Collected data entries
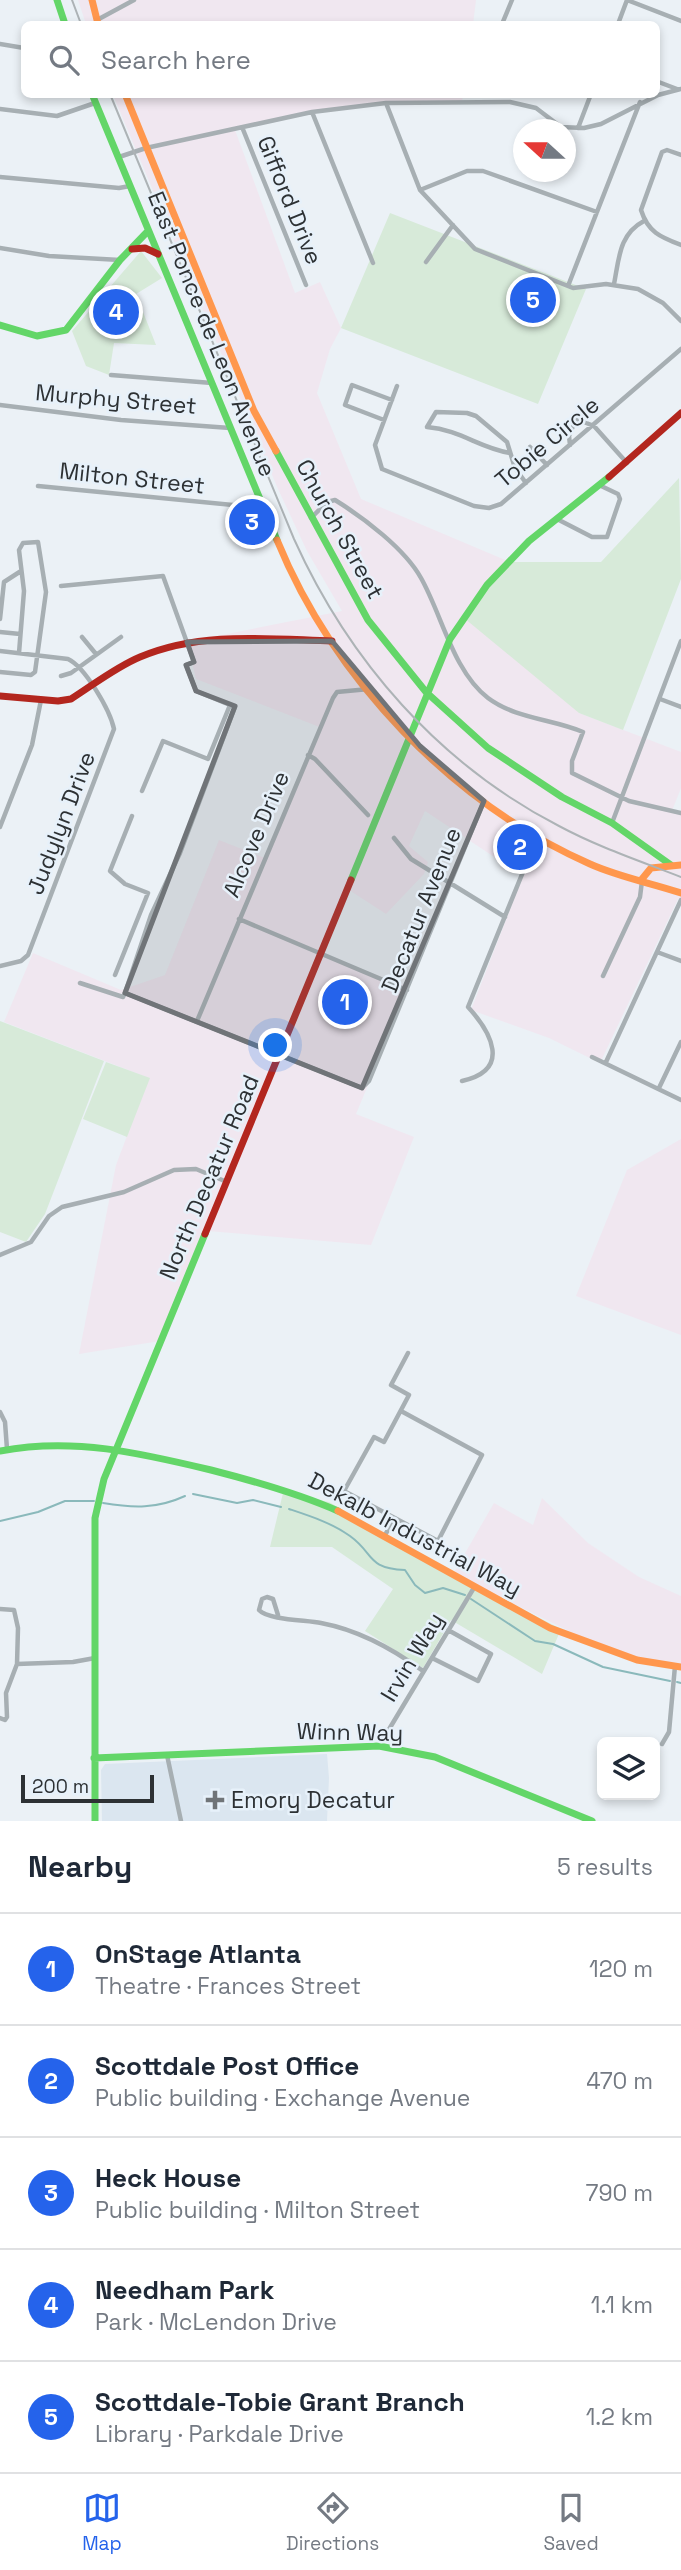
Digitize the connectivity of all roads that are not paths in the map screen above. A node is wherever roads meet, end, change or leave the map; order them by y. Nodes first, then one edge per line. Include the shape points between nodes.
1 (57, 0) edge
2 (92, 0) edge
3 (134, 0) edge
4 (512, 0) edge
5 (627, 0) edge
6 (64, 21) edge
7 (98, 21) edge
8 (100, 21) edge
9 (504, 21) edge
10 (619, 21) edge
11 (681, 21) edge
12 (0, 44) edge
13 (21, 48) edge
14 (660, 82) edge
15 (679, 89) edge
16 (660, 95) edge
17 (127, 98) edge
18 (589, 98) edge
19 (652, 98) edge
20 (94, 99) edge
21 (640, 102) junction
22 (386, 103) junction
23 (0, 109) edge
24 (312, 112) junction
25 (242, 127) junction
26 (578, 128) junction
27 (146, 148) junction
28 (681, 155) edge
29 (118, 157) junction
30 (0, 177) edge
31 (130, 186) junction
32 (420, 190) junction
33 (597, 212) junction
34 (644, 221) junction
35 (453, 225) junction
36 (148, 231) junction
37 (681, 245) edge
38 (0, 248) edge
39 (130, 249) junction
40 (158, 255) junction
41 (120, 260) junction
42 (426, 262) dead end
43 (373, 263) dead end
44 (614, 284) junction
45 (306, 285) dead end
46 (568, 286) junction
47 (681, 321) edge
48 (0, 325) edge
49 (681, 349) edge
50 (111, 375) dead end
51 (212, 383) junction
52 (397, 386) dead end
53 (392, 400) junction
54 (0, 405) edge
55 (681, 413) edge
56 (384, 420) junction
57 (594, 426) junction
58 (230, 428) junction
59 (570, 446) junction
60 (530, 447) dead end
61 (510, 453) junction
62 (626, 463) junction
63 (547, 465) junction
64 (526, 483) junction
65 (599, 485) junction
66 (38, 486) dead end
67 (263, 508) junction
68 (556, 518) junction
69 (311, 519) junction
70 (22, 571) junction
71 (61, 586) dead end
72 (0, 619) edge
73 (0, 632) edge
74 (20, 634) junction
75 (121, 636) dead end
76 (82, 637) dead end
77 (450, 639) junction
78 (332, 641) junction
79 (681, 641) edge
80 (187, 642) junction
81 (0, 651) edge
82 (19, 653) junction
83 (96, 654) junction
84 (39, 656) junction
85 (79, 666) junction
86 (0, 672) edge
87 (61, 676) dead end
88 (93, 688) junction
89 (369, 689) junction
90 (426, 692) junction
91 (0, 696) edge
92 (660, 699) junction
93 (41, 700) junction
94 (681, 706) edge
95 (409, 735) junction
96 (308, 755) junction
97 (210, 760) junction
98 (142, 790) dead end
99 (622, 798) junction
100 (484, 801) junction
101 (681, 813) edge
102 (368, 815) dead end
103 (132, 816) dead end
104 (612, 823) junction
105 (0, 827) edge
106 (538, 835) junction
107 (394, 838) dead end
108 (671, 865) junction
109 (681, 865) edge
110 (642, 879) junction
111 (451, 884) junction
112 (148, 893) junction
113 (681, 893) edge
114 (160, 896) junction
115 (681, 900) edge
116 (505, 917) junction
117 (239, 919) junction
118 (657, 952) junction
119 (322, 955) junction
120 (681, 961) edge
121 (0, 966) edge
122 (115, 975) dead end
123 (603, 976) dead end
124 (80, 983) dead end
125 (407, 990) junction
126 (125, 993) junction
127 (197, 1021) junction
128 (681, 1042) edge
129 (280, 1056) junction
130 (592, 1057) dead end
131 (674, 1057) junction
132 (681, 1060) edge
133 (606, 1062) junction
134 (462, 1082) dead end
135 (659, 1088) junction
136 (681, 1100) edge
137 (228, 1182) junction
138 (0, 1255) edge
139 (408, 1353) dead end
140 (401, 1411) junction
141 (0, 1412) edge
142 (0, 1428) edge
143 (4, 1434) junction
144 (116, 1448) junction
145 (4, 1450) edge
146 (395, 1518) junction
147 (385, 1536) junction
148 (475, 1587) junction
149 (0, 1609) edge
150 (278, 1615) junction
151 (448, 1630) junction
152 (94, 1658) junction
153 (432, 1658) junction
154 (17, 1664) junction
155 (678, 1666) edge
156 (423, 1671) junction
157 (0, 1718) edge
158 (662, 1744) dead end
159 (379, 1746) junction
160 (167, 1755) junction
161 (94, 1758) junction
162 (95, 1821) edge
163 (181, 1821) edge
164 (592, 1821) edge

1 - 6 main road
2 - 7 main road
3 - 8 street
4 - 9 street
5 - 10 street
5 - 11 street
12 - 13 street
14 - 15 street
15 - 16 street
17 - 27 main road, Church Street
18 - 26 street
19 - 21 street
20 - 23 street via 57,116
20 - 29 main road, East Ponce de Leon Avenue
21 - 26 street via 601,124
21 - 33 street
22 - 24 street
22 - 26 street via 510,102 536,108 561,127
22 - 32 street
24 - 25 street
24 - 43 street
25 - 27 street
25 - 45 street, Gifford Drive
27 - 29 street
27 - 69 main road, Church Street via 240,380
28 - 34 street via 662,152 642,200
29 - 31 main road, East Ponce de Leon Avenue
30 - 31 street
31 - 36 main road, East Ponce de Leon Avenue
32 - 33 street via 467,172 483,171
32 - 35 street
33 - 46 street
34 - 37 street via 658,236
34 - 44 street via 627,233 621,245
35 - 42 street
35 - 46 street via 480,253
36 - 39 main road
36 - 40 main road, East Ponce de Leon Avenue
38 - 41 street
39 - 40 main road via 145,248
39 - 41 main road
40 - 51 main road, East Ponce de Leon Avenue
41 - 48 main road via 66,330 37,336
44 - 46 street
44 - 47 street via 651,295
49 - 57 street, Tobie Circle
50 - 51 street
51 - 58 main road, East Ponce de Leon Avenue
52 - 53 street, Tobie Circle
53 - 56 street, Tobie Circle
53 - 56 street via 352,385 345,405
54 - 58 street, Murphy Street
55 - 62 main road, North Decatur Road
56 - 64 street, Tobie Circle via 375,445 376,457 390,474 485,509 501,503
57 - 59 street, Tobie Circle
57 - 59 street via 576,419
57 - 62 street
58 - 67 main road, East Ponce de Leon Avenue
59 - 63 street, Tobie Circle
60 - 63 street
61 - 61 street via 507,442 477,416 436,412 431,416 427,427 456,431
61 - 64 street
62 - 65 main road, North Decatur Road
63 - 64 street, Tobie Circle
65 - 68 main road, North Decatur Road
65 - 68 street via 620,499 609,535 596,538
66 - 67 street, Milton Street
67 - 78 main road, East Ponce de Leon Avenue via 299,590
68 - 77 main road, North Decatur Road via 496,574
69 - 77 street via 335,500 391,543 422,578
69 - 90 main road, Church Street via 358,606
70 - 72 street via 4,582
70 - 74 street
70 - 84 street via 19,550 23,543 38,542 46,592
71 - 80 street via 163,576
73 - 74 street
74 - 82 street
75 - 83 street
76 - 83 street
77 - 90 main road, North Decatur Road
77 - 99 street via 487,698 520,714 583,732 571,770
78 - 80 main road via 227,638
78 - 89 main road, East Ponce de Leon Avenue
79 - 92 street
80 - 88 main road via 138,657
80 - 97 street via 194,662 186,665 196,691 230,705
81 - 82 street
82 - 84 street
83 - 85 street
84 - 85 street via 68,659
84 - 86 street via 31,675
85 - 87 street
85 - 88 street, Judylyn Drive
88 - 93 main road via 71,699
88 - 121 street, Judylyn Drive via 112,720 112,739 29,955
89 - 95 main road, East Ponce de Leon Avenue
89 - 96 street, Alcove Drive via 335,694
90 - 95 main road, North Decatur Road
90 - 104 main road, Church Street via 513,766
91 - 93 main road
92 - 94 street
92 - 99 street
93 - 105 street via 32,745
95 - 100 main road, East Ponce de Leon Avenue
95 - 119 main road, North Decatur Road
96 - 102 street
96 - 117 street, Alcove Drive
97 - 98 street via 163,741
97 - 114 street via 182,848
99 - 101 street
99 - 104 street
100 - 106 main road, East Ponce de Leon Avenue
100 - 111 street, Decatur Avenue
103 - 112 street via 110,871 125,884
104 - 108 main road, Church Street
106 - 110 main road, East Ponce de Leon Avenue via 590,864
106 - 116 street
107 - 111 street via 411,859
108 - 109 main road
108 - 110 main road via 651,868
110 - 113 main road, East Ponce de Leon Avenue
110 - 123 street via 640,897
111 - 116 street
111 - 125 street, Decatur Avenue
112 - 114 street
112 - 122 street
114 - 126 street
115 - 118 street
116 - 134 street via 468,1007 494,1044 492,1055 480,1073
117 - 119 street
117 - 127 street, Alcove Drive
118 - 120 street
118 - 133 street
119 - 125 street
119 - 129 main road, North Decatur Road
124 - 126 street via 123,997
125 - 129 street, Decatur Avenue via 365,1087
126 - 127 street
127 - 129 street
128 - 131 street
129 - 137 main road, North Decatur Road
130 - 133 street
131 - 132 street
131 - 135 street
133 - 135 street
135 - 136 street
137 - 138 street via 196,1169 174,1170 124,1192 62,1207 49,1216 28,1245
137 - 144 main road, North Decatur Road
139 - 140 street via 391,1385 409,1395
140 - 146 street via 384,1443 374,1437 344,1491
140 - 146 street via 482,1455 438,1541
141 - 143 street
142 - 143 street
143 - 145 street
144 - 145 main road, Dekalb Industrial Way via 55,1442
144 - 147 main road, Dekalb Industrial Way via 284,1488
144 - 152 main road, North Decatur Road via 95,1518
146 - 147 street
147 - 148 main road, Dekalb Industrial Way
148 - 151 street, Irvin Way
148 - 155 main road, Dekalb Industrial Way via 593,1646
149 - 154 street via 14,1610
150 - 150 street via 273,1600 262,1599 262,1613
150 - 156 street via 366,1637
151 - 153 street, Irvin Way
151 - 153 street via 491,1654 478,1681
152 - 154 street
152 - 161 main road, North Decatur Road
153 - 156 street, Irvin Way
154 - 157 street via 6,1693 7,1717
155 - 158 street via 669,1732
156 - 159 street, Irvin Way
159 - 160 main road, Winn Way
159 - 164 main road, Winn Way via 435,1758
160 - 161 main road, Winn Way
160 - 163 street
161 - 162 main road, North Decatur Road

* * *

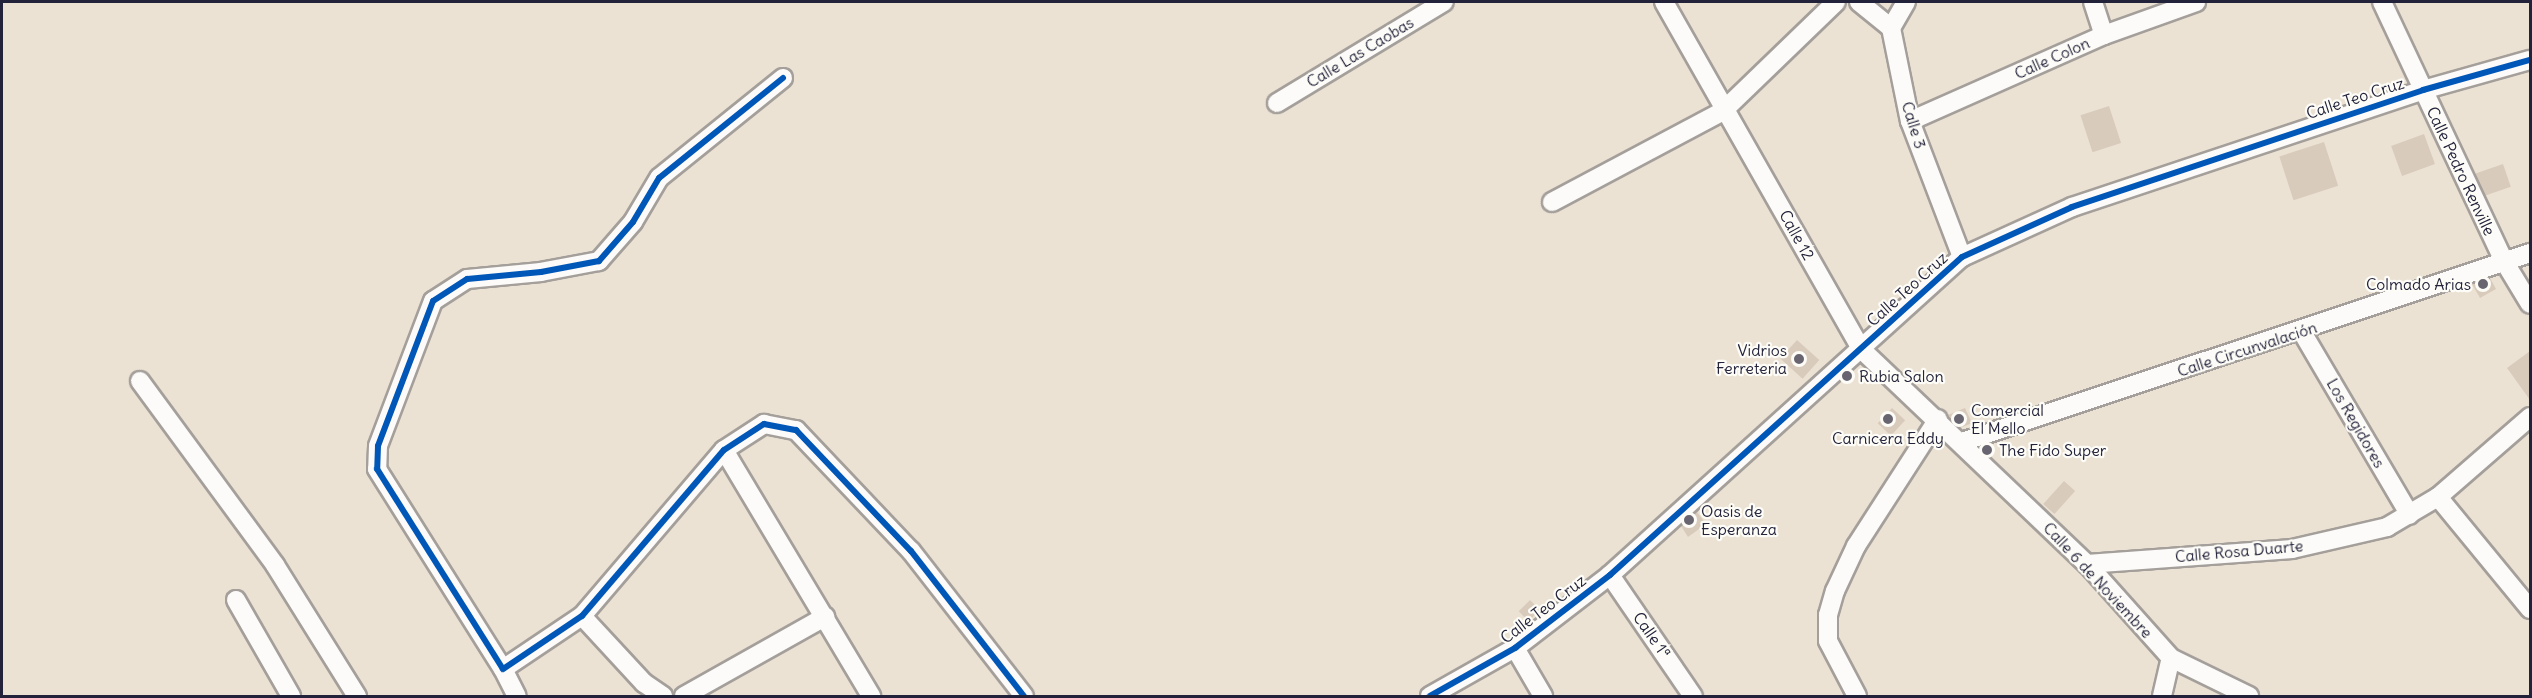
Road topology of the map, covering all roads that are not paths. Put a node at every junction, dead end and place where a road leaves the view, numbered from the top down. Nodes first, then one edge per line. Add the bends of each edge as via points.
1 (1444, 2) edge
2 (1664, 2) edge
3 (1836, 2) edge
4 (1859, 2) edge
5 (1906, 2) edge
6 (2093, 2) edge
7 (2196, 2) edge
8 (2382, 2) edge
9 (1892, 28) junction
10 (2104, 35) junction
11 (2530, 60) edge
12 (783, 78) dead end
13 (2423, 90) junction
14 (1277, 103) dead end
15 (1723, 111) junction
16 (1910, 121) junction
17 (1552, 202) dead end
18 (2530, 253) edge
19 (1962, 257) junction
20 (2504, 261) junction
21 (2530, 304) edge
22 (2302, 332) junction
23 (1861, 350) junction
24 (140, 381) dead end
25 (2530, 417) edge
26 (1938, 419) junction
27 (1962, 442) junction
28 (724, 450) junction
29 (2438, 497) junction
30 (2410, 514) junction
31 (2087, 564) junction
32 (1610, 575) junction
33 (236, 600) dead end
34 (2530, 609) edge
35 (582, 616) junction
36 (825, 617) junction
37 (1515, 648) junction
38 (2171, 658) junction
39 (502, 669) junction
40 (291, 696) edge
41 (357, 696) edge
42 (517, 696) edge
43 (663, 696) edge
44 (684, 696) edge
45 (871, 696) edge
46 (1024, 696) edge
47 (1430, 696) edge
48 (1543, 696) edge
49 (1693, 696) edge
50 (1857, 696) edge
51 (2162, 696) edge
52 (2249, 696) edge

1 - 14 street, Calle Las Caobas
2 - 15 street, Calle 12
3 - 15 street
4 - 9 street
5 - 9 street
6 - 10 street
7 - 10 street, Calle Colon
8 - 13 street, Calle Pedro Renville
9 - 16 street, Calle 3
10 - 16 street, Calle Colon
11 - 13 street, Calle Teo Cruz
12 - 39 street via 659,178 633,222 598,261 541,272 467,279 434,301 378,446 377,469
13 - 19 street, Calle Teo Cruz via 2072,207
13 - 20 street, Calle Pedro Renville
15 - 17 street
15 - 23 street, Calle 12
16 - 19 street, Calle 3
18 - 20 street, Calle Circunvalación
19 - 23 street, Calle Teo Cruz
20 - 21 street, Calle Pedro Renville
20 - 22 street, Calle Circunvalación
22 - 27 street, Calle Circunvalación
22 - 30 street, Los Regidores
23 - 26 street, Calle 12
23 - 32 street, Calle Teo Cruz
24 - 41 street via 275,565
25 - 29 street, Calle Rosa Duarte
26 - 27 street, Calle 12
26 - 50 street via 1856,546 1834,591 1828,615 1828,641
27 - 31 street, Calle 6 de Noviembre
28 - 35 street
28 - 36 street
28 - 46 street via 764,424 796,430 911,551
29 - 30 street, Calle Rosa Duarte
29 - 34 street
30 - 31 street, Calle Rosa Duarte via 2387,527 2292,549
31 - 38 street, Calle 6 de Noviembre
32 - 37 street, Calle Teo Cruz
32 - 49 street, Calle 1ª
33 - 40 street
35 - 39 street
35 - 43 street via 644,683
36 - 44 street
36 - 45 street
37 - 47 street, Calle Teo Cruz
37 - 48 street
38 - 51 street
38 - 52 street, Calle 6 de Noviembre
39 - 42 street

# Task instructions
Select every line above that contains the word "Pedro", and copy it.

# Solution for this exercise
8 - 13 street, Calle Pedro Renville
13 - 20 street, Calle Pedro Renville
20 - 21 street, Calle Pedro Renville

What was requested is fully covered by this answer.